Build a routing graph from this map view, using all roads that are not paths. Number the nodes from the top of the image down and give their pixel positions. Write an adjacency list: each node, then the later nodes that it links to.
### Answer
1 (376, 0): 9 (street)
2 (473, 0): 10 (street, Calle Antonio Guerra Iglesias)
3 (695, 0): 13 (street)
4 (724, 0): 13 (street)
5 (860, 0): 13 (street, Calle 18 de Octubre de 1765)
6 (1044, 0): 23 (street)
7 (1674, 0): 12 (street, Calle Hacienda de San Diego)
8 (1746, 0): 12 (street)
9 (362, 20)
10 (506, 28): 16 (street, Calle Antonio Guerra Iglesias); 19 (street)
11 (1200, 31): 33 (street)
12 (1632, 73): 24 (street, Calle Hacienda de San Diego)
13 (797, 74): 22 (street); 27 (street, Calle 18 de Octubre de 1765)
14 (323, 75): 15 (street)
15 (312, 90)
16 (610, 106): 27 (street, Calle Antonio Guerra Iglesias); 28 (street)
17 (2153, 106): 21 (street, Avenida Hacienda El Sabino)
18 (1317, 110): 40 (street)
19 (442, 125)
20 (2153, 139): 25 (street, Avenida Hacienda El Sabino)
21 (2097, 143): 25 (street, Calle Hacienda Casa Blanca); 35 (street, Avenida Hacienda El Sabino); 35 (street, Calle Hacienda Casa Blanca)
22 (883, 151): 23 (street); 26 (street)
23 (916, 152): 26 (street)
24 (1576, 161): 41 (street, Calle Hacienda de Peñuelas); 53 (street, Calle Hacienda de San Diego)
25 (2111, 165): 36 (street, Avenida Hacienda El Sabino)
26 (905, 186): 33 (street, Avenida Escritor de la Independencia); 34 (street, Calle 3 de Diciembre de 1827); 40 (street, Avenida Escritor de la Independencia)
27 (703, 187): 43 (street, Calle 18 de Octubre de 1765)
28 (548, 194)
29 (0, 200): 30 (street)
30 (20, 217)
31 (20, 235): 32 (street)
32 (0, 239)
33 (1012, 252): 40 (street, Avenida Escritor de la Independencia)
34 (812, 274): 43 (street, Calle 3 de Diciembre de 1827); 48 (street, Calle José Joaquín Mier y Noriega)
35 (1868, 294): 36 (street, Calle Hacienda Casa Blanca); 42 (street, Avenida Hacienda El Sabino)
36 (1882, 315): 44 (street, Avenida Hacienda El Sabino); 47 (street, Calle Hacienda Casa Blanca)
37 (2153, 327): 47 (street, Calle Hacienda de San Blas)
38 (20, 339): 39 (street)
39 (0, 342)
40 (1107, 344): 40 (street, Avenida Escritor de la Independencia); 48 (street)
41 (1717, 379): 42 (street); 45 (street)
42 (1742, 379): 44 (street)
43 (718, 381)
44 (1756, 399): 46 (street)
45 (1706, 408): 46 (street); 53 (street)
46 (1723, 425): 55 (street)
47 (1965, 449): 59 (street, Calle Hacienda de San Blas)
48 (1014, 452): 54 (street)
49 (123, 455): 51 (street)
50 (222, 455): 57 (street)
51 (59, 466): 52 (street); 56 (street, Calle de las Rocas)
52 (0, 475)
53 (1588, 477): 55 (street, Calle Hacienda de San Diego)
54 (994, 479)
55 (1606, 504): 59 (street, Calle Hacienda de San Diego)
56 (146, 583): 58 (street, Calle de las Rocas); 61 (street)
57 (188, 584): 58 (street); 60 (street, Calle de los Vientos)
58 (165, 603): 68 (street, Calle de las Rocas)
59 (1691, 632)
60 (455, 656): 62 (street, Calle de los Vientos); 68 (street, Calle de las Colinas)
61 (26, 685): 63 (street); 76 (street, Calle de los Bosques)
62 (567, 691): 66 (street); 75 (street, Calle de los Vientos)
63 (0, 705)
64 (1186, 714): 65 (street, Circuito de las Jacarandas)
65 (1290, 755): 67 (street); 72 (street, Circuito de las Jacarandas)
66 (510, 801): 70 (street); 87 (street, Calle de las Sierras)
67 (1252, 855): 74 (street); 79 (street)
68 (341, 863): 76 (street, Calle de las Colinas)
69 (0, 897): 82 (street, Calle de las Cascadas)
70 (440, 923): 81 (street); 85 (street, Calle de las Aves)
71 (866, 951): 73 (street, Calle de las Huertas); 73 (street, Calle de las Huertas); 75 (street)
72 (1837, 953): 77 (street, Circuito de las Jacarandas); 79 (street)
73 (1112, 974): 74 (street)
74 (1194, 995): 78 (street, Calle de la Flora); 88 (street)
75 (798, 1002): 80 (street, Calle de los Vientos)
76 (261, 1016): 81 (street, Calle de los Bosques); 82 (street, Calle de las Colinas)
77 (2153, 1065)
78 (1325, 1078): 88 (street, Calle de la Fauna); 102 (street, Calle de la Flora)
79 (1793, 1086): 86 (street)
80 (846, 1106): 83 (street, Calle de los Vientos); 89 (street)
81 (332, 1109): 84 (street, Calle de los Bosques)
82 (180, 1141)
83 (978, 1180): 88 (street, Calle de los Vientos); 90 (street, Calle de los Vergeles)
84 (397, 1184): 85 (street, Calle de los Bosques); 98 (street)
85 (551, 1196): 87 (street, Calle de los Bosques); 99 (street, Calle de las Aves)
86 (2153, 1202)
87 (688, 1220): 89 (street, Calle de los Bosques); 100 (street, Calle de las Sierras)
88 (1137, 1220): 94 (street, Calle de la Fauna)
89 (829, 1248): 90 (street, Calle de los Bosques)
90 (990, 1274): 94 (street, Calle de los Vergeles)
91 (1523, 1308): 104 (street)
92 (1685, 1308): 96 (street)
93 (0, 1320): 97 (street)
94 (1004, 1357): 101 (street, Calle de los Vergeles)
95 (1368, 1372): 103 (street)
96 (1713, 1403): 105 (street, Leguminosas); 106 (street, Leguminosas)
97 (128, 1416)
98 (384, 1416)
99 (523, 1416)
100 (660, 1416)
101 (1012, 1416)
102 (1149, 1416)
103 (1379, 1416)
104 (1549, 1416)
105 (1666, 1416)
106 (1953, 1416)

* [Exercise goal]: Filter the data for the string "Fauna". Copy each matching line.

* [Solution]:
78 (1325, 1078): 88 (street, Calle de la Fauna); 102 (street, Calle de la Flora)
88 (1137, 1220): 94 (street, Calle de la Fauna)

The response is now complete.